Copy the complete listing that follows, letter for letter.

--------------------------------

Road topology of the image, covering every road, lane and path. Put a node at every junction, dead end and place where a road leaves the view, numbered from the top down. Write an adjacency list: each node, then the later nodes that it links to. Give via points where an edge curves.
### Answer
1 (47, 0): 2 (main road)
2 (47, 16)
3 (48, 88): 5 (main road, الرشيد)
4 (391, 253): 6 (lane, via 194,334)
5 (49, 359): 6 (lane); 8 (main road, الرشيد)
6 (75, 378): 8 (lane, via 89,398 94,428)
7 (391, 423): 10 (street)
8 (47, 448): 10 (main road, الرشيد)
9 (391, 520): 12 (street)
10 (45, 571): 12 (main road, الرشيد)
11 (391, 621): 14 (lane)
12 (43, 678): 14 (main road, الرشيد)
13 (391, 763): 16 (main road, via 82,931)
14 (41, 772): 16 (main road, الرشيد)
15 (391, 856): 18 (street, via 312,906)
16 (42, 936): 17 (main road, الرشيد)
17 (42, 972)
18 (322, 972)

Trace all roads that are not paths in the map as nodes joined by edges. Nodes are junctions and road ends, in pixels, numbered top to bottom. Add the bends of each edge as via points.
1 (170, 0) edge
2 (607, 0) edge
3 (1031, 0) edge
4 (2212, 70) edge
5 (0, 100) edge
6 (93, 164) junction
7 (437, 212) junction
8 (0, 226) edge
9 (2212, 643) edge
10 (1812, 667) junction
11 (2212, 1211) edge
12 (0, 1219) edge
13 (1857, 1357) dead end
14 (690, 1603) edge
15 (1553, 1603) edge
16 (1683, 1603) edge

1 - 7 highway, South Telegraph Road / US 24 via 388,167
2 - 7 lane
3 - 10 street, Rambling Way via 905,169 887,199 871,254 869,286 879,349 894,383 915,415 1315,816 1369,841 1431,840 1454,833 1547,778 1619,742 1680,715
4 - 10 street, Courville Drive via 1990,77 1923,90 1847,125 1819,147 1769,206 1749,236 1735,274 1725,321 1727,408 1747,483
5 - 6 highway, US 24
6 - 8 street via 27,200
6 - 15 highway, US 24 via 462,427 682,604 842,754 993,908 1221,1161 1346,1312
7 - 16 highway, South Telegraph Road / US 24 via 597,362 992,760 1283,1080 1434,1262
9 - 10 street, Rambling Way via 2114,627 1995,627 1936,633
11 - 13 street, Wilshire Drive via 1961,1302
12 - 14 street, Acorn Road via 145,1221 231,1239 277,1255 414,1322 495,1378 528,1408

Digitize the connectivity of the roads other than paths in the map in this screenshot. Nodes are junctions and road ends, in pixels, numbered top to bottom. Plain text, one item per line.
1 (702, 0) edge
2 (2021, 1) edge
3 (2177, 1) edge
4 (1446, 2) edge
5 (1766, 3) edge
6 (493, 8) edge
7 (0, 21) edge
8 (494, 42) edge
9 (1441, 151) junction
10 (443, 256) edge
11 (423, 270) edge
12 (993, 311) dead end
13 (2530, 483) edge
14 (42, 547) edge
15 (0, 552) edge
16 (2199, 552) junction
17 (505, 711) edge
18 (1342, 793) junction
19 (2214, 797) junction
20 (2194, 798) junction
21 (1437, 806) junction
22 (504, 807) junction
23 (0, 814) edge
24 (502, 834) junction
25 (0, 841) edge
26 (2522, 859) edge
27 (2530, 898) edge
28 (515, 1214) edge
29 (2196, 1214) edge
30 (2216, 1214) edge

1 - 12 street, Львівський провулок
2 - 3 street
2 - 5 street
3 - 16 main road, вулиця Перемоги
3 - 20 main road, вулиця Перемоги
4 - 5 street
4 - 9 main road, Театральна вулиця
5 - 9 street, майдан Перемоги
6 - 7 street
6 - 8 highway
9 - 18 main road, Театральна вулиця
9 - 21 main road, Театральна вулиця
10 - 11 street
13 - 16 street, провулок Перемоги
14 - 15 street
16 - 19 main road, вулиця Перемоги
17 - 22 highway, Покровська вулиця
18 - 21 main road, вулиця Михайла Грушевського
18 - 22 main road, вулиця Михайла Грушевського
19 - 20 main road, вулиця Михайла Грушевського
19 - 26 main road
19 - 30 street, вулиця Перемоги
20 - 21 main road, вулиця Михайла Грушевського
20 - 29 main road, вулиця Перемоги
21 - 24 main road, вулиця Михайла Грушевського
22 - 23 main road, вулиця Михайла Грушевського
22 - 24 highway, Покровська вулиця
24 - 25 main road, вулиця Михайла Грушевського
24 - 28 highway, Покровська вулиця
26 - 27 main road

--------------------------------

_Result below_.
Road topology of the image, covering every road, lane and path. Put a node at every junction, dead end and place where a road leaves the view, numbered from the top down. Write an adjacency list: each node, then the later nodes that it links to. Give via points where an edge curves.
### Answer
1 (47, 0): 2 (main road)
2 (47, 16)
3 (48, 88): 5 (main road, الرشيد)
4 (391, 253): 6 (lane, via 194,334)
5 (49, 359): 6 (lane); 8 (main road, الرشيد)
6 (75, 378): 8 (lane, via 89,398 94,428)
7 (391, 423): 10 (street)
8 (47, 448): 10 (main road, الرشيد)
9 (391, 520): 12 (street)
10 (45, 571): 12 (main road, الرشيد)
11 (391, 621): 14 (lane)
12 (43, 678): 14 (main road, الرشيد)
13 (391, 763): 16 (main road, via 82,931)
14 (41, 772): 16 (main road, الرشيد)
15 (391, 856): 18 (street, via 312,906)
16 (42, 936): 17 (main road, الرشيد)
17 (42, 972)
18 (322, 972)

Trace all roads that are not paths in the map as nodes joined by edges. Nodes are junctions and road ends, in pixels, numbered top to bottom. Add the bends of each edge as via points.
1 (170, 0) edge
2 (607, 0) edge
3 (1031, 0) edge
4 (2212, 70) edge
5 (0, 100) edge
6 (93, 164) junction
7 (437, 212) junction
8 (0, 226) edge
9 (2212, 643) edge
10 (1812, 667) junction
11 (2212, 1211) edge
12 (0, 1219) edge
13 (1857, 1357) dead end
14 (690, 1603) edge
15 (1553, 1603) edge
16 (1683, 1603) edge

1 - 7 highway, South Telegraph Road / US 24 via 388,167
2 - 7 lane
3 - 10 street, Rambling Way via 905,169 887,199 871,254 869,286 879,349 894,383 915,415 1315,816 1369,841 1431,840 1454,833 1547,778 1619,742 1680,715
4 - 10 street, Courville Drive via 1990,77 1923,90 1847,125 1819,147 1769,206 1749,236 1735,274 1725,321 1727,408 1747,483
5 - 6 highway, US 24
6 - 8 street via 27,200
6 - 15 highway, US 24 via 462,427 682,604 842,754 993,908 1221,1161 1346,1312
7 - 16 highway, South Telegraph Road / US 24 via 597,362 992,760 1283,1080 1434,1262
9 - 10 street, Rambling Way via 2114,627 1995,627 1936,633
11 - 13 street, Wilshire Drive via 1961,1302
12 - 14 street, Acorn Road via 145,1221 231,1239 277,1255 414,1322 495,1378 528,1408

Digitize the connectivity of the roads other than paths in the map in this screenshot. Nodes are junctions and road ends, in pixels, numbered top to bottom. Plain text, one item per line.
1 (702, 0) edge
2 (2021, 1) edge
3 (2177, 1) edge
4 (1446, 2) edge
5 (1766, 3) edge
6 (493, 8) edge
7 (0, 21) edge
8 (494, 42) edge
9 (1441, 151) junction
10 (443, 256) edge
11 (423, 270) edge
12 (993, 311) dead end
13 (2530, 483) edge
14 (42, 547) edge
15 (0, 552) edge
16 (2199, 552) junction
17 (505, 711) edge
18 (1342, 793) junction
19 (2214, 797) junction
20 (2194, 798) junction
21 (1437, 806) junction
22 (504, 807) junction
23 (0, 814) edge
24 (502, 834) junction
25 (0, 841) edge
26 (2522, 859) edge
27 (2530, 898) edge
28 (515, 1214) edge
29 (2196, 1214) edge
30 (2216, 1214) edge

1 - 12 street, Львівський провулок
2 - 3 street
2 - 5 street
3 - 16 main road, вулиця Перемоги
3 - 20 main road, вулиця Перемоги
4 - 5 street
4 - 9 main road, Театральна вулиця
5 - 9 street, майдан Перемоги
6 - 7 street
6 - 8 highway
9 - 18 main road, Театральна вулиця
9 - 21 main road, Театральна вулиця
10 - 11 street
13 - 16 street, провулок Перемоги
14 - 15 street
16 - 19 main road, вулиця Перемоги
17 - 22 highway, Покровська вулиця
18 - 21 main road, вулиця Михайла Грушевського
18 - 22 main road, вулиця Михайла Грушевського
19 - 20 main road, вулиця Михайла Грушевського
19 - 26 main road
19 - 30 street, вулиця Перемоги
20 - 21 main road, вулиця Михайла Грушевського
20 - 29 main road, вулиця Перемоги
21 - 24 main road, вулиця Михайла Грушевського
22 - 23 main road, вулиця Михайла Грушевського
22 - 24 highway, Покровська вулиця
24 - 25 main road, вулиця Михайла Грушевського
24 - 28 highway, Покровська вулиця
26 - 27 main road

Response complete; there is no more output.